When a woman gets hacked, she’s got a lot more to lose, and if Mat Honan were a woman, you can be almost certain that his experience of getting severely hacked would have been different. Not only would a girl go through everything Honan experienced, but on top of all that, she would also be subjected to gender targeting and all the ugly stuff that goes along with it. Think about your intimate photos of yourself, ranging from swimsuit shots and selfies with cleavage to the photos and videos that are meant only for the eyes of a person you trust. Such photos, in the hands of someone who doesn’t care about you or your safety (or worse, someone who gets off on hurting women), are disastrous, no matter how proud you are of your body, how sex-positive you may be, or how comfortable you feel with being sexy and strong at the same time. In this chapter, I’ll show you how to take charge of a situation in which your private content has been posted online maliciously or an attacker has otherwise attempted to compromise your reputation. This happens to people of all genders, but not as much as it happens to girls. Our gender makes us targets. Being “online while female” isn’t fair, but it’s a fact. Here’s how you can fight back.

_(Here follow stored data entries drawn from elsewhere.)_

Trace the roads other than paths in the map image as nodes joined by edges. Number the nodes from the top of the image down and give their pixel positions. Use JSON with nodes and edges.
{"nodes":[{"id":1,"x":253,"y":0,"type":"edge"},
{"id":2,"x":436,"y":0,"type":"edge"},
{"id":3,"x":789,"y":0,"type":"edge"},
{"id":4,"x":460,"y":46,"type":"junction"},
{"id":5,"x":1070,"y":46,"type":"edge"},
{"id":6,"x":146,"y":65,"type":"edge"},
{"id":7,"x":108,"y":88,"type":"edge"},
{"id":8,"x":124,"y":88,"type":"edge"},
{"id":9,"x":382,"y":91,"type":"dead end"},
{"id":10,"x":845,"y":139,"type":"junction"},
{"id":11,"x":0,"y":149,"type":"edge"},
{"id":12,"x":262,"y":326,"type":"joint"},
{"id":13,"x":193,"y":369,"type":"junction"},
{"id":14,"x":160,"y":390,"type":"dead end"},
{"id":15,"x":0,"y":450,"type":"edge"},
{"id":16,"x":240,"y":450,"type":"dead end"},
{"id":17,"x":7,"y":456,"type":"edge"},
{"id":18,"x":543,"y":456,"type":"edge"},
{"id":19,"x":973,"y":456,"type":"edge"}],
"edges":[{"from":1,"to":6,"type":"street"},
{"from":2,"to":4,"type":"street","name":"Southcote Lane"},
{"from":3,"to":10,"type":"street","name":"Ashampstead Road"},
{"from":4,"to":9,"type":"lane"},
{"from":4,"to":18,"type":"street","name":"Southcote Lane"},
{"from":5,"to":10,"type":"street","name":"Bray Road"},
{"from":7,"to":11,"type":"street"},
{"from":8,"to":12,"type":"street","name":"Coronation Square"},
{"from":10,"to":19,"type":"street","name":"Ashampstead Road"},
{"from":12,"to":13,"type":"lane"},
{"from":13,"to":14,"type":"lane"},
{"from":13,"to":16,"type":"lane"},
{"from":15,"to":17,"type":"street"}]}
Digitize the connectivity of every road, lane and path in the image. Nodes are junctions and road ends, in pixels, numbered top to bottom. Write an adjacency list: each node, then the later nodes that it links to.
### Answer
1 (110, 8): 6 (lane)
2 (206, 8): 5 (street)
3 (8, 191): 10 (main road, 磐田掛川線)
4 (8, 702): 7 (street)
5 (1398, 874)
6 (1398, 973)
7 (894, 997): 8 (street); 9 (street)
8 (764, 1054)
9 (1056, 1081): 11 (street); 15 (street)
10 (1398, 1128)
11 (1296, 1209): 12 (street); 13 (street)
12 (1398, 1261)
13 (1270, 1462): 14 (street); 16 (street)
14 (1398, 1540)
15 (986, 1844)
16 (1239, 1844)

Source: Blue, Violet. The Smart Girl’s Guide to Privacy: Practical Tips for Staying Safe Online (pp. 49-50). No Starch Press. Kindle Edition.

Find out:

  • Why appearing on “People Finder” websites isn’t as harmless as it seems.
  • What do do when a compromising photo of you ends up on the internet.
  • How to keep your address and phone number private from exes, stalkers and that creepy guy who just hit on you at the bar.
  • Why online privacy is just as important – if not more important – than your physical privacy.
  • What websites you can trust – and those you can’t.
  • The privacy holes that hurt working women most.
  • Common personal information you didn’t realize was on the internet.
  • How social media makes all those privacy questions on your bank/amazon/email recovery system moot.
  • How to find out if someone has been on your computer or in your email.

This book is especially for:

  • Women with online dating profiles.
  • Anyone on a job search.
  • Women looking to keep their personal life from leaking to their work.
  • Independent business people.
  • Parents – help show your kids what information they’re leaking.
  • Anyone concerned about family, social sharing and privacy.
  • Students facing social choices that might affect their future.
  • Anyone who’s ever sent a photo to someone they wish they hadn’t.

Source: THE BOOK | The Smart Girl’s Guide to Privacy

There are a variety of ways to purchase the book. I recommend it highly. Buy it not just for your daughters, but for your sons.

Password and Identity Management

“Password reuse is what really kills you,” says Diana Smetters, a software engineer at Google who works on authentication systems. “There is a very efficient economy for exchanging that information.”

Source: Kill the Password: A String of Characters Won’t Protect You | WIRED

According to security experts, today the industry is dealing with a password reuse crisis. In the past few weeks, account breaches have been reported by LinkedIn, Tumblr, VK.com, Fling and MySpace – bringing the total number of compromised accounts to more than 642 million.

“We know that attackers will go for the weakest link and that is any user who reuses their passwords. It’s a major problem,”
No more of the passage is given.